Tawa, Lelah, dan Air Mata Kami

By , Senin, 23 Mei 2016 | 17:00 WIB

Pagi itu, 13 Agustus 2013, adalah hari pertama saya untuk mengawali penjelajahan. Saya tergabung dalam rombongan Jelajah Sepeda Sabang Padang Kompas-PGN yang memulai etape pertama, dari total 13 etape menuju Padang. Kami memulai jelajah sepeda dari titik nol kilometer di Sabang, Pulau Weh, Aceh. Tugu Nol Kilometer berlatarkan panorama Laut Andaman menemani kami berbaris rapi dengan sepeda masing-masing. Kami tengah menanti bendera start dikibarkan oleh Sayuti, Asisten I Bidang Pemerintahan Kota Sabang, yang mewakili Walikota Sabang.

Perjalanan hari ini akan menempuh jarak kira-kira 53 kilometer, menuju Banda Aceh. Musik tradisional mengiringi keberangkatan kami. Satu persatu kaki-kaki kami mulai mengayuh pedal sepeda menyusuri jalan di pulau yang terletak di ujung barat Indonesia.

Awal yang tidak ringan mengingat sebagian besar dari 53 kilometer yang harus ditempuh adalah medan yang berbukit naik dan turun menuju pelabuhan penyeberangan. Matahari menemani kami mendaki perbukitan.
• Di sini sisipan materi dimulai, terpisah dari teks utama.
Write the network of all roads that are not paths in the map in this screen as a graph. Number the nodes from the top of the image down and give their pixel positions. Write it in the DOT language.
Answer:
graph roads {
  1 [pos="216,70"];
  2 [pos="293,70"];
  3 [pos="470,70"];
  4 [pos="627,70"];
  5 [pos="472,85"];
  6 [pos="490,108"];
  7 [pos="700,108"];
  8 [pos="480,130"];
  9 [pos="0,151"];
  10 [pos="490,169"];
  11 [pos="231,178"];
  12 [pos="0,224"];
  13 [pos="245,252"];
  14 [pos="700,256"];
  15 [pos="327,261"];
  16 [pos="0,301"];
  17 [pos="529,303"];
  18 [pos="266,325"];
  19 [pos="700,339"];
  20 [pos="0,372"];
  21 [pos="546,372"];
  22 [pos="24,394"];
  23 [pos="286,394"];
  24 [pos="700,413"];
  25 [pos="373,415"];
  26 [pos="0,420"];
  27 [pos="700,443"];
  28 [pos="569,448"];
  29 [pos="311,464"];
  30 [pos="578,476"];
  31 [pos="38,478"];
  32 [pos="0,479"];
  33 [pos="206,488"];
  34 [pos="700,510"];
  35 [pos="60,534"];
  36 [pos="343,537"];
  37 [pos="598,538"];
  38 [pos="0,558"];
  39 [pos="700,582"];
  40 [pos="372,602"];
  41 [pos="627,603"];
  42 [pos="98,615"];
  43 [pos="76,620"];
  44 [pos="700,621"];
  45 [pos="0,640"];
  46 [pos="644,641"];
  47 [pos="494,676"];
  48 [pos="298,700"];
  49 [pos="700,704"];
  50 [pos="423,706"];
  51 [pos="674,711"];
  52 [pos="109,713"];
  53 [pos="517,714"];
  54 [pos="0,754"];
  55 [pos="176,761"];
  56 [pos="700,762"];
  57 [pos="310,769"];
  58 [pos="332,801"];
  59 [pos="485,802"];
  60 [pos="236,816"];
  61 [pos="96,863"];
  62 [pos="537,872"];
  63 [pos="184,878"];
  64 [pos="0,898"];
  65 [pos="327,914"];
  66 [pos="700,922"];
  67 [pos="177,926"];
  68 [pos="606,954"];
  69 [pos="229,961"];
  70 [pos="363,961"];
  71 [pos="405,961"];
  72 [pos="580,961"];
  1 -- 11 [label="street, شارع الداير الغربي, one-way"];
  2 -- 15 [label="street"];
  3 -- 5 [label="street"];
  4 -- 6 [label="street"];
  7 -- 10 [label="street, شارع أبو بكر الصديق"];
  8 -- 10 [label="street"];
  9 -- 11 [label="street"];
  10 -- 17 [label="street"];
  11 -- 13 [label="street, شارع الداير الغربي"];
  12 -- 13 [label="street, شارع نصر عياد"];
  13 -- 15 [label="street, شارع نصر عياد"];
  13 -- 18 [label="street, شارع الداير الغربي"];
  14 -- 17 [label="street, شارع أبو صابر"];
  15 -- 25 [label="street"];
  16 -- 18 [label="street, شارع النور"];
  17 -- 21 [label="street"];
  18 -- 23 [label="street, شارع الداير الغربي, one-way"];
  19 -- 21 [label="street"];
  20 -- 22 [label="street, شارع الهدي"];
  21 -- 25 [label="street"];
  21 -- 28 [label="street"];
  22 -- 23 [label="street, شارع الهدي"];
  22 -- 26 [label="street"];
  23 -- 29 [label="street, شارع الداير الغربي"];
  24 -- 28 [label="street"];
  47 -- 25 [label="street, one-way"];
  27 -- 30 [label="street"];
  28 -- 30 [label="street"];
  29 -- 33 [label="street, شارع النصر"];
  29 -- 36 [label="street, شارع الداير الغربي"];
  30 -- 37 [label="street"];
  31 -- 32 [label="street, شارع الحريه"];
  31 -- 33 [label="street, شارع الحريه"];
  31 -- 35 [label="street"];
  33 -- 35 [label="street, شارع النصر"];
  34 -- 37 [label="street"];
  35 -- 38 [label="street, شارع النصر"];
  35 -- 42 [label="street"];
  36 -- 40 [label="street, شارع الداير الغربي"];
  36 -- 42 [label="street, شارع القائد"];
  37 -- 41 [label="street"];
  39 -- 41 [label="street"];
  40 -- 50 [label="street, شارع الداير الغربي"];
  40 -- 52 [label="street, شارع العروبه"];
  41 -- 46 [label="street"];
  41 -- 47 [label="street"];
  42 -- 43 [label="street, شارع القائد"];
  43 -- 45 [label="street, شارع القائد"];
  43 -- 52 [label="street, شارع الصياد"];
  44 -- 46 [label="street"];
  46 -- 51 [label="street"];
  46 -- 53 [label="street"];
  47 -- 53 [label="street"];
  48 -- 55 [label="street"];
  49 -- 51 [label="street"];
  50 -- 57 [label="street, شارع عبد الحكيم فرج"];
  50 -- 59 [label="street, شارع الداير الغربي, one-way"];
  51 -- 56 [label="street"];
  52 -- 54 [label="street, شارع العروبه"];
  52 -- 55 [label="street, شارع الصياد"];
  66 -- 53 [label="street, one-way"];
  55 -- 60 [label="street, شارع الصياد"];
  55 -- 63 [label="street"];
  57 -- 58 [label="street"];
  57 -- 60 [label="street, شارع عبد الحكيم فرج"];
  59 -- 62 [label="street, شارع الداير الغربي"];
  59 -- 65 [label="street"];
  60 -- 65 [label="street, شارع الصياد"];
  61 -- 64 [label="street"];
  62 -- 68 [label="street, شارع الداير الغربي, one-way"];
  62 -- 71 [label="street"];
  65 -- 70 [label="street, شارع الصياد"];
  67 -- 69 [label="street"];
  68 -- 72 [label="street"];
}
Di antara kayuh dan peluh, umpatan dan senda gurau sesekali terlontar. Kami terus bertahan, menjaga nyala semangat dalam menyusuri sisa kilometer akhir, sebelum akhirnya memasuki pelabuhan. 
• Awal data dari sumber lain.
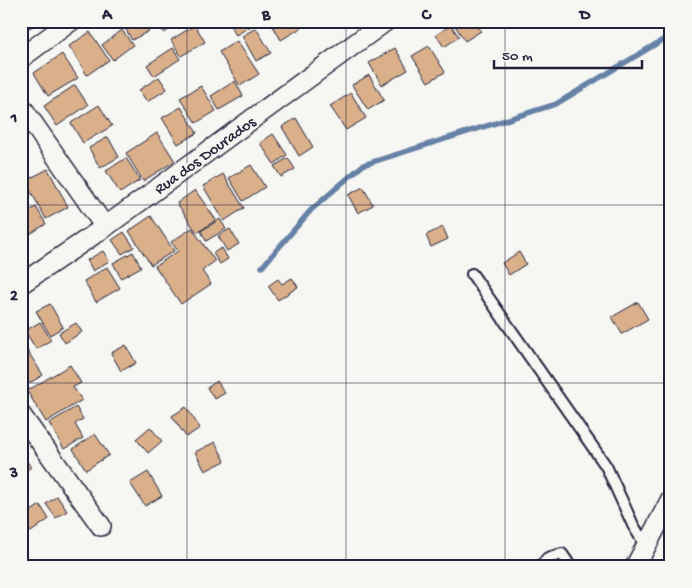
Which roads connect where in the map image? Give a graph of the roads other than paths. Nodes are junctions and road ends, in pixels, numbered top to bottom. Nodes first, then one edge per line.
1 (72, 21) edge
2 (386, 21) edge
3 (21, 58) edge
4 (21, 106) edge
5 (104, 227) junction
6 (472, 274) dead end
7 (21, 284) edge
8 (21, 414) edge
9 (671, 498) edge
10 (101, 526) dead end
11 (647, 548) junction
12 (540, 567) edge
13 (570, 567) edge
14 (636, 567) edge

1 - 3 street
2 - 5 street, Rua dos Dourados
4 - 5 street
5 - 7 street, Rua dos Dourados
6 - 11 lane
8 - 10 street
9 - 11 street
11 - 14 street
12 - 13 lane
Sore itu, cuaca teduh. Berpayung awan yang menyejukkan hati, kami memasuki Museum Tsunami. Saya melihat alat pencatat perjalanan di sepeda yang sudah menunjukkan jarak kayuhan: 49 kilometer. 

Saya mulai menapaki museum yang menancapkan kenangan atas bencana yang terjadi pada 26 Desember 2004. Saat memasuki satu per satu wahana museum, tanpa sadar, saya menitikkan air mata. Ah, saya terseret duka. Betapa kepanikan melingkupi rakyat saat gelombang besar dari laut meluluhlantakkan. Sore yang tiba-tiba sendu itu, menutup perjalanan saya dan teman-teman jelajah.
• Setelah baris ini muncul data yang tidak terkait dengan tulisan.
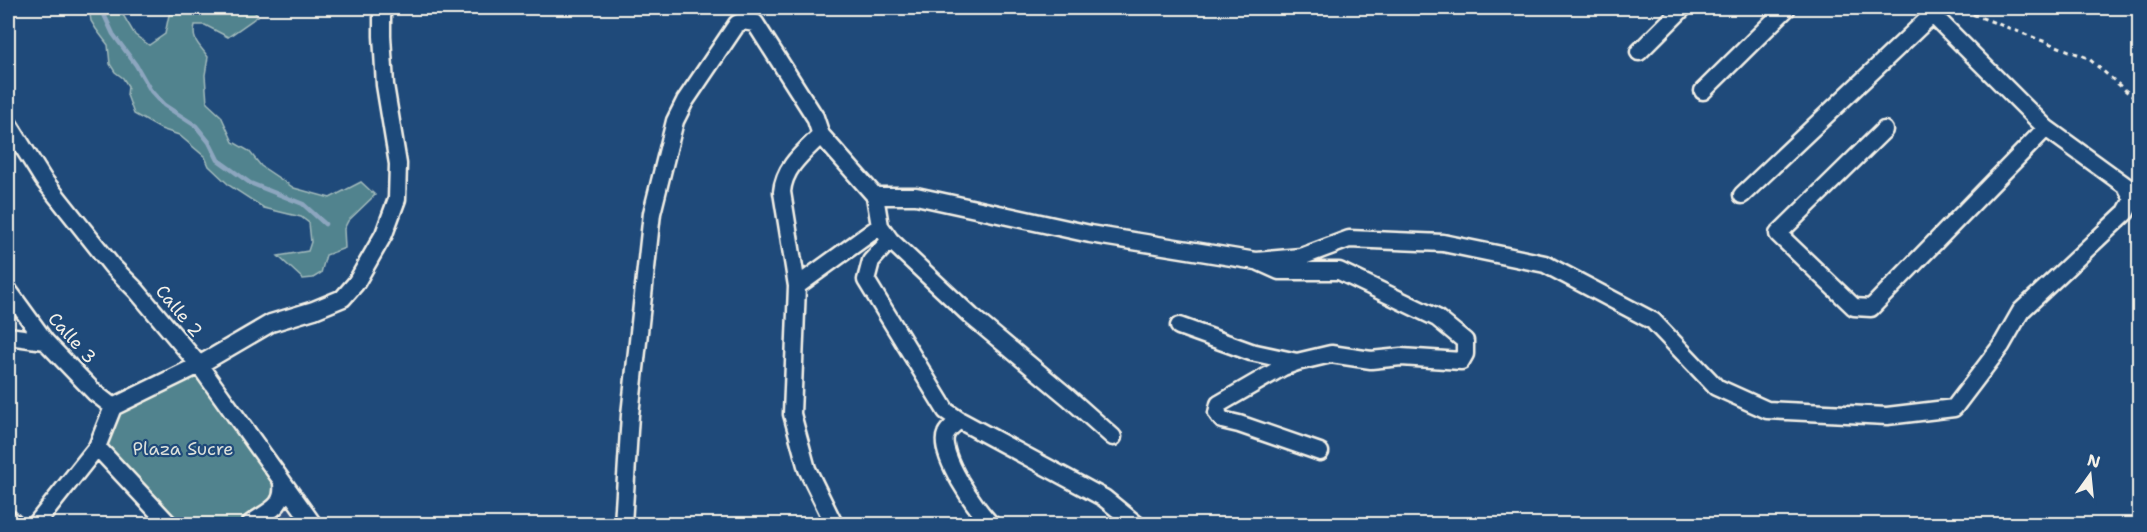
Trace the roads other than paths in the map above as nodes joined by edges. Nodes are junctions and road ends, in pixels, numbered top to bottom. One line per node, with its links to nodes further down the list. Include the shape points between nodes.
1 (382, 8): 23 (street, via 386,85 398,164 397,199 384,234 356,284 343,298 271,323)
2 (1683, 8): 6 (street)
3 (1787, 8): 7 (street)
4 (1929, 11): 9 (street); 12 (street)
5 (741, 14): 11 (street, via 759,28 815,117); 36 (street, via 675,121 652,213 630,415)
6 (1639, 52)
7 (1703, 91)
8 (8, 123): 23 (street, Calle 2, via 43,179 112,266)
9 (2046, 128): 10 (street, via 1871,308 1854,307 1778,234); 16 (street, via 2126,186 2133,199 2126,212 2021,311 2001,346 1954,408 1887,416 1767,410 1716,387 1653,321 1545,264 1443,243 1349,239 1301,257)
10 (1884, 130)
11 (821, 135): 13 (street); 17 (street, via 791,166 783,183)
12 (1742, 195)
13 (875, 196): 14 (street); 16 (street, via 916,196 1090,234)
14 (880, 226): 15 (street); 17 (street)
15 (890, 240): 25 (street, via 871,261 866,280 946,411); 26 (street, via 971,316)
16 (1256, 261): 22 (street, via 1279,271 1339,271 1437,318 1464,342 1466,354 1461,361 1401,357 1371,360 1331,354)
17 (797, 286): 37 (street, via 792,414 807,470)
18 (8, 290): 21 (street, Calle 3)
19 (1179, 326): 22 (street, via 1251,352)
20 (8, 336): 21 (street)
21 (45, 341): 24 (street, Calle 3)
22 (1297, 362): 28 (street, via 1219,404 1217,413 1222,420)
23 (199, 365): 24 (street); 29 (street, Calle 2)
24 (113, 407): 27 (street)
25 (959, 420): 38 (street, via 945,434 944,447 960,482); 39 (street, via 1104,498)
26 (1113, 437)
27 (97, 447): 32 (street); 33 (street)
28 (1320, 452)
29 (282, 484): 34 (street, via 280,503); 35 (street, Calle 2)
30 (8, 518): 31 (street)
31 (15, 525)
32 (36, 525)
33 (169, 525)
34 (250, 525)
35 (313, 525)
36 (623, 525)
37 (834, 525)
38 (991, 525)
39 (1136, 525)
Etape dua, Banda Aceh-Calang. Mendung memayungi perjalanan kami menuju Lapangan Blang Padang di Banda Aceh, yang menjadi titik mula etape dua. Menurut catatan perjalanan yang saya pegang, hari ini merupakan salah satu rute panjang dari seluruh etape yang akan kami tempuh menuju Kota Padang. Kami akan menempuh jarak kurang lebih 159 kilometer, menyusuri pantai barat Sumatra.

Kami memulai etape hari ini ditemani oleh rombongan pesepeda Aceh yang dipimpin oleh Kapolda Aceh Irjen Polisi Herman Effendi.  Seperti sudah terbiasa dengan kontur medan dan kondisi jalan, sang Kapolda pun jauh melesat meninggalkan rombongan jelajah yang masih menyesuaikan kondisi fisik setelah kemarin berjibaku dengan tanjakan di Pulau Weh.

Kondisi jalan yang amat sangat mulus ditemani dengan perbukitan di sebelah kiri dan pantai berpasir putih di sebelah kanan benar-benar nyaman sebagai rute bersepeda. Satu-satunya yang membuat kami harus lebih berkonsentrasi adalah begitu banyaknya sapi yang berkeliaran di sepanjang jalan sehingga membuat kami harus mengurangi kecepatan bahkan pada saat jalan menurun.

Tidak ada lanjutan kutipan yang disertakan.